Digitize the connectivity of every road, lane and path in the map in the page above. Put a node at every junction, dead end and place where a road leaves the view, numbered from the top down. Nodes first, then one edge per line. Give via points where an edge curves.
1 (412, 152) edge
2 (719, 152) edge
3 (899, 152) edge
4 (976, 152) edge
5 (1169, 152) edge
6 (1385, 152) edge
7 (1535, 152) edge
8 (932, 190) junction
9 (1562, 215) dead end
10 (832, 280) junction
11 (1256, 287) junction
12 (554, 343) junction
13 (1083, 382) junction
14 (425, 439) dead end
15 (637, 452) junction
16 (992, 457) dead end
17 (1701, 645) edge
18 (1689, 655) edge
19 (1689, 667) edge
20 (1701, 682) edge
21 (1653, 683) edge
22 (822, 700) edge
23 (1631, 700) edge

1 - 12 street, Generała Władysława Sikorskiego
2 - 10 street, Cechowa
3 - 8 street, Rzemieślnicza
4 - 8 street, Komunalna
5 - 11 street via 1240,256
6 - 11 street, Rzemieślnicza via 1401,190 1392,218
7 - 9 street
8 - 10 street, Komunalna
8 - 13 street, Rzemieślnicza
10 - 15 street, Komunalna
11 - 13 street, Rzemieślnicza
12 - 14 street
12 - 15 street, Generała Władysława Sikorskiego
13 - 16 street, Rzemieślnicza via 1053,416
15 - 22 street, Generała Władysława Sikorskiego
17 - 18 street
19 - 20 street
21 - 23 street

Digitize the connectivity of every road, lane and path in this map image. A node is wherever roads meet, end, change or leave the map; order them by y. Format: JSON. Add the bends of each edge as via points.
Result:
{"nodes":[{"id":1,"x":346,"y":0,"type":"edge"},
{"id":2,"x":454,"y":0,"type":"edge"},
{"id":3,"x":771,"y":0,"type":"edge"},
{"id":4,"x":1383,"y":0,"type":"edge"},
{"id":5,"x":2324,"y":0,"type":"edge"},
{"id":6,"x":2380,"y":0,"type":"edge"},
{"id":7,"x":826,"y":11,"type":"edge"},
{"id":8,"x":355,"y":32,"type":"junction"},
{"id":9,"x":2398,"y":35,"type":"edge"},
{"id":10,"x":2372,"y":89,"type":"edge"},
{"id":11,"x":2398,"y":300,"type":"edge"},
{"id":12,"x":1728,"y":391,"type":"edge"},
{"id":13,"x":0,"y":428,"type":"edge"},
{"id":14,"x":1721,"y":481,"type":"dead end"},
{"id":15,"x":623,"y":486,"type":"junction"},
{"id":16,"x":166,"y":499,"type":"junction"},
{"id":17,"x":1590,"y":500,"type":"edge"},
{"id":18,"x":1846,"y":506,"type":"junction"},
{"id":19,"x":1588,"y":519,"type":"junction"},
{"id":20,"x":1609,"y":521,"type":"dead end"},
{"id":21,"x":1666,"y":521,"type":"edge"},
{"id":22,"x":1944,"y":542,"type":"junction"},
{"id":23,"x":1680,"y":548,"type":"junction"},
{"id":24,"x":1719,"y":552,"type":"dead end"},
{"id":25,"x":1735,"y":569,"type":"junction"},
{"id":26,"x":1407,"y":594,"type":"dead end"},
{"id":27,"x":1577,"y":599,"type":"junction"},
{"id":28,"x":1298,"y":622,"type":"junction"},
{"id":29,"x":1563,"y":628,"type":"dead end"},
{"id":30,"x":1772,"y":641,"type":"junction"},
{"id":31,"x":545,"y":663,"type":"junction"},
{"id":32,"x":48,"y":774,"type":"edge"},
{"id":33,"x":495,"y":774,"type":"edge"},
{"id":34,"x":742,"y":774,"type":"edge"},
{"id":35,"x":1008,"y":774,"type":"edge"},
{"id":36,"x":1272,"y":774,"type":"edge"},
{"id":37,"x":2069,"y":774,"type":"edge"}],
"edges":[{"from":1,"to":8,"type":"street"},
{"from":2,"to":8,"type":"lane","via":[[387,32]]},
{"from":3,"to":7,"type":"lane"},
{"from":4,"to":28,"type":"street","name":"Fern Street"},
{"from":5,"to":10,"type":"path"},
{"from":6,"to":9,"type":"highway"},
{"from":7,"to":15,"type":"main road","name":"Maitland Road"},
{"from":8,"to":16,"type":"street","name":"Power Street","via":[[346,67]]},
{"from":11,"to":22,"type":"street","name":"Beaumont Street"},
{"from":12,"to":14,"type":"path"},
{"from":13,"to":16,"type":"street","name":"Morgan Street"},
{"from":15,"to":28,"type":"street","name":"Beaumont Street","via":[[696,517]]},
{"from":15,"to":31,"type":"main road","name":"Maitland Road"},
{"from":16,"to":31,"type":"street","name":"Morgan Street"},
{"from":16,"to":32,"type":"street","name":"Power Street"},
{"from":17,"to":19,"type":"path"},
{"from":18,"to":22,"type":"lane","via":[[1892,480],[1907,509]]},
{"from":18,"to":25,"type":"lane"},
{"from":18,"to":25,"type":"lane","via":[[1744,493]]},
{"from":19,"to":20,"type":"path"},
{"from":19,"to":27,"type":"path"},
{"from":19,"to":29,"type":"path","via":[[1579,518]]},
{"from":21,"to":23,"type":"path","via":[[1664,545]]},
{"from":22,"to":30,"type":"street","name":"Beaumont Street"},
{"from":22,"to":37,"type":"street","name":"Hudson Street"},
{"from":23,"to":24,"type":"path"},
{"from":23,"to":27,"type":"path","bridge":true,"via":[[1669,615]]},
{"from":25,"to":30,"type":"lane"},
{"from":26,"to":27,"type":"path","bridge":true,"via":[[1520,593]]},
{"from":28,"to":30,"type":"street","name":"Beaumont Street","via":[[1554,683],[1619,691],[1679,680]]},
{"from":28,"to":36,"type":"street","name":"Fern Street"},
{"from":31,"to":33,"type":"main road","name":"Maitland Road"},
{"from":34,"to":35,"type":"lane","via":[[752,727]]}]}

Task instructions. Pull every line with the word "Rzemieślnicza" from the data.

Response area.
3 - 8 street, Rzemieślnicza
6 - 11 street, Rzemieślnicza via 1401,190 1392,218
8 - 13 street, Rzemieślnicza
11 - 13 street, Rzemieślnicza
13 - 16 street, Rzemieślnicza via 1053,416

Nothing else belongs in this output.